Gıda, beslenme ve sağlık konularında geliştirdiği projelerle toplum sağlığının geleceği için çalışan Sabri Ülker Vakfı, güne zinde başlamak, gün içinde canlanmak için tüketilenkeyifli anların eşlikçisi kahveyi masaya yatırıyor. Kahvenin faydaları ve nasıl tüketilmesi gerektiğine dair önemli bilgiler aktaran Vakıf, tüm besinlerin olduğu gibi kahvenin de dengeli tüketilmesi gerektiğine dikkat çekiyor.
İlk olarak Etiyopya’da keşfedilen tarihi 500’lü yıllara dayanan kahvenin sağlık üzerine etkilerini inceleyen çalışmalara her gün bir yenisi daha eklenirken kahveye olan ilgi her geçen gün artıyor. Kurulduğu 2009 yılından bugüne, gıda, beslenme ve sağlıklı yaşam bilincinin gelişmesine katkı sağlamak, bu konularda bilimsel bilginin iletişimi hedefiyle çalışmalarını sürdüren Sabri Ülker Vakfı Ekim ayında kutlanan kahve günüvesilesiyle kahvenin sağlığa yararları, fazla tüketiminden doğabilecek olası risklere ilişkin önemli bilgiler paylaşıyor.
Kahve metabolizmayı hızlandırıyor!
Magnezyum, potasyum minerali ve B3 vitamini alımına destek olan kahvenin, en bilinen bileşeni olan kafein yorgunluk hissini azaltarak dikkat ve konsantrasyonu arttırıyor. Yüksek antioksidan içeriğine sahip kahvenin bileşimindeki, başta klorojenik asit ve diğer polifenoller olmak üzere çeşitli fitokimyasallar, vücutta zararlı birçok serbest radikale karşı savaşıyor. Kahvenin içerdiği bu fitokimyasalların antioksidan etkilerinin yanı sıra kan şekeri düzeyindeki ani düşüşleri engellediği, metabolizmayı hızlandırdığı, kan damarlarının kasılıp gevşemesine yardımcı olduğu biliniyor. Bütün bunların bir sonucu olarak kahve; şeker hastalığı, kalp-damar hastalıkları, kanser, şişmanlık ve alzheimer hastalıklarından korunmada etkili bir rol oynuyor.
Ne kadar kahve tüketilmeli?
Kahvenin türüne ve uygulanan demleme yöntemine bağlı olarak kafein içeriği de değişiyor.
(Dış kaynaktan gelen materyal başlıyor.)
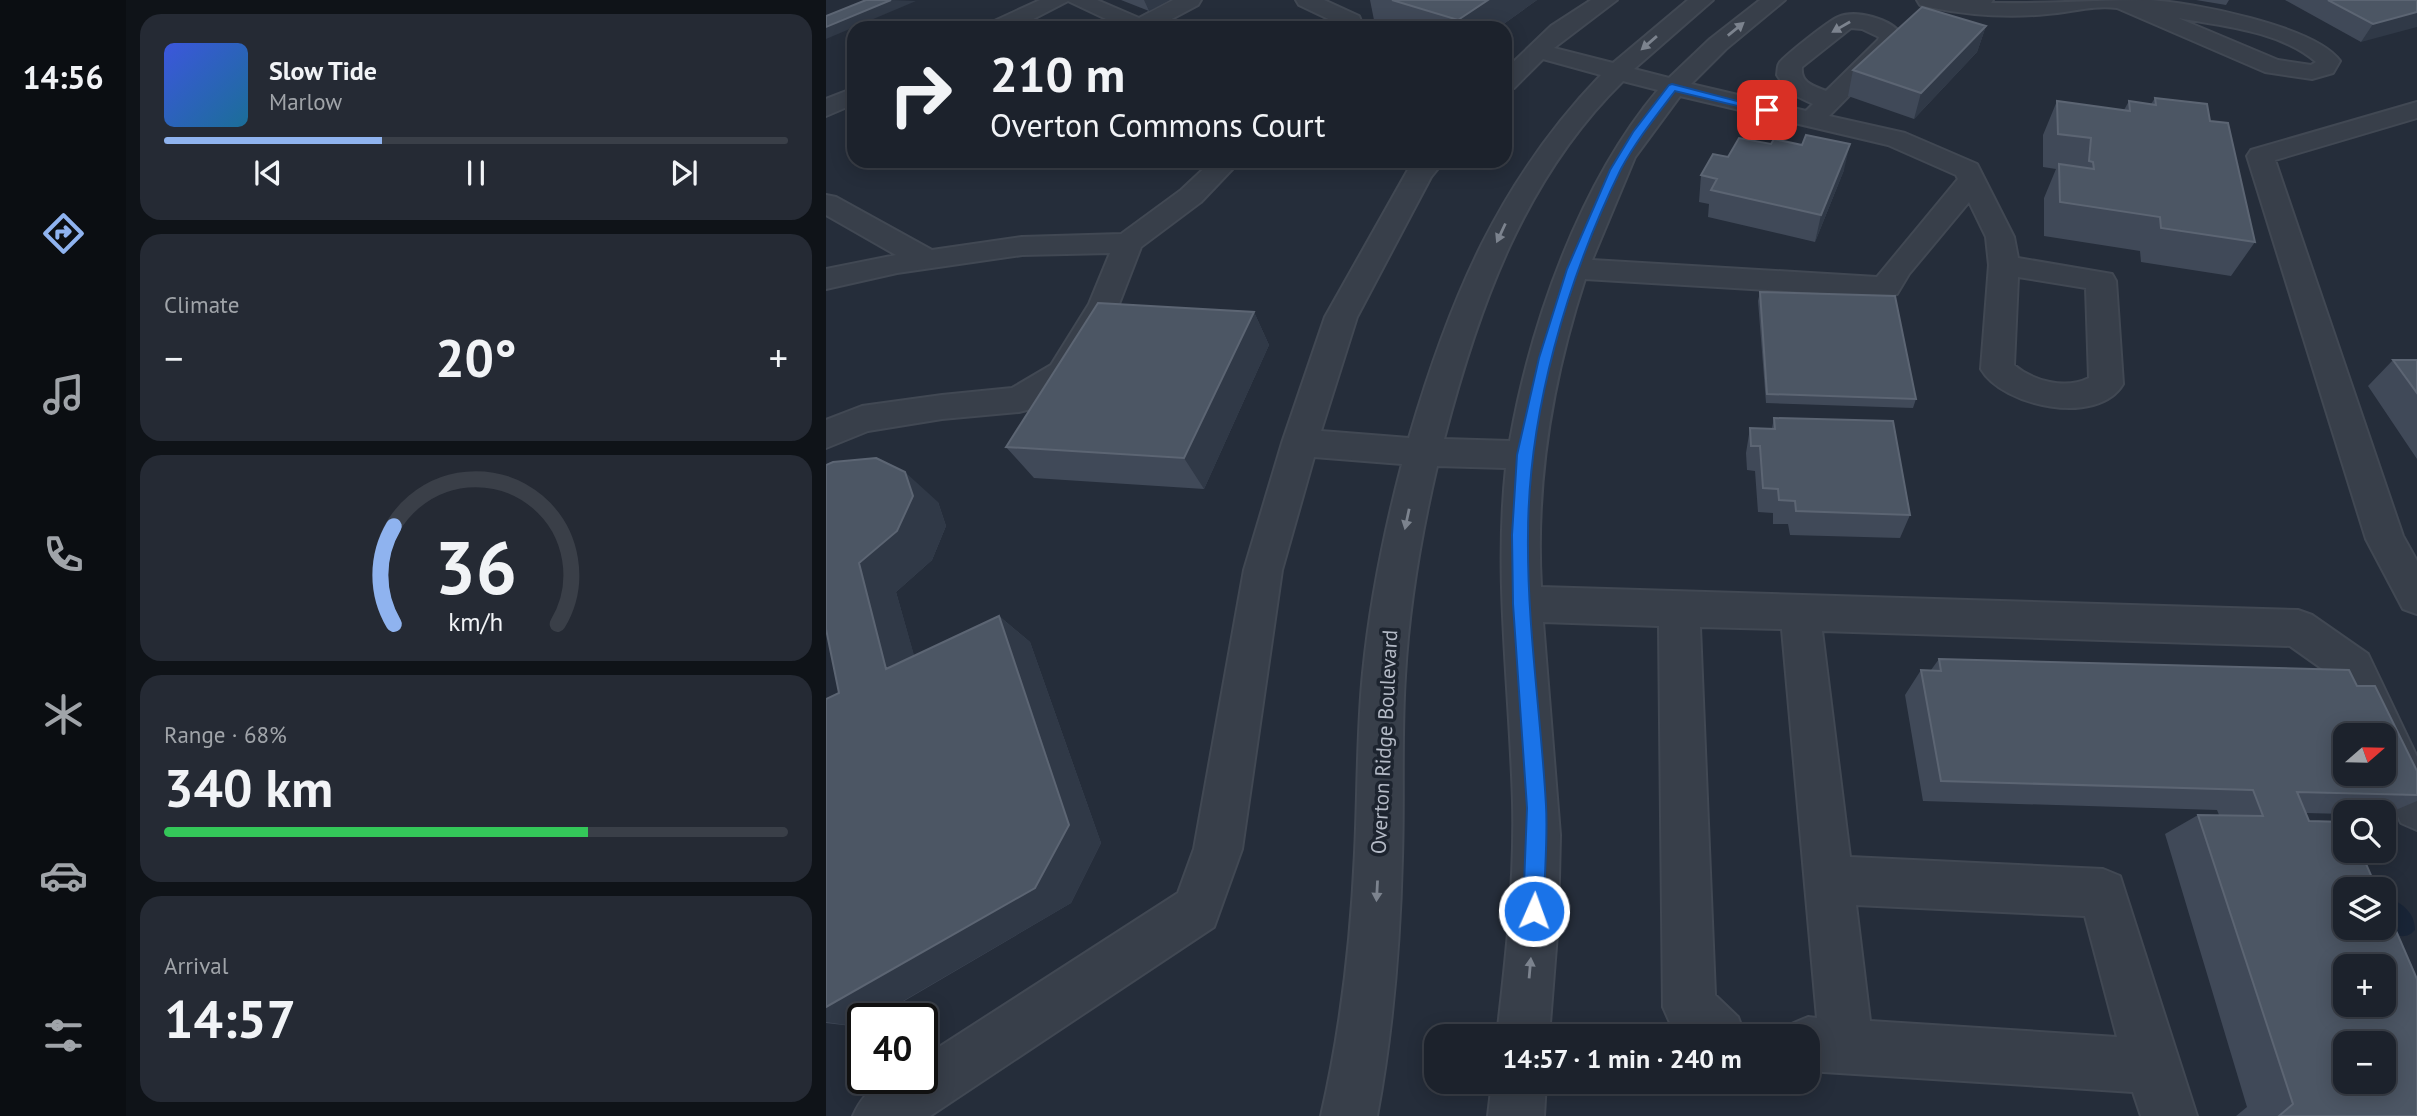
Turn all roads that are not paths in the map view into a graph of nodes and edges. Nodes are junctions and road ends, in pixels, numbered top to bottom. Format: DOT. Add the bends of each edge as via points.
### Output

Örneğin 1 fincan filtre kahve yaklaşık 80 mg, çözülebilir kahve 50 mg, tek içimlik espresso ise 120 mg kafein içeriyor. Harvard Halk Sağlığı Okulu, kafeinli veya kafeinsiz kahve tüketimi günde 5 fincanı yani 300 mg’ı aşmadığı takdirde sağlığı olumsuz yönde etkilemediğini; ancak bazı bireylerde bu miktarın dahi kafein kaynaklı uykusuzluk, gerginlik ve kalp çarpıntısına sebep olabileceğini belirtiyor. Bu olası risklere ek olarak son çalışmalar, filtre edilmeden French press usulü demlenen kahve tüketiminin kötü kolesterol olarak da bilinen LDL kolesterolü arttırabileceğini ileri sürüyor. Kahve ve diğer kafeinli içeceklerin düzenli ve aşırı tüketiminin, idrarla kalsiyum atımında ve buna bağlı olarak kemik erimesi riskinde artışa neden olabileceği de belirtilmektedir. Aşırı kafein alımı nedeniyle oluşabilecek risklere karşın gebe ve emziren anneler için kafein alımının günlük 200 mg’ı aşmaması önerilmektedir.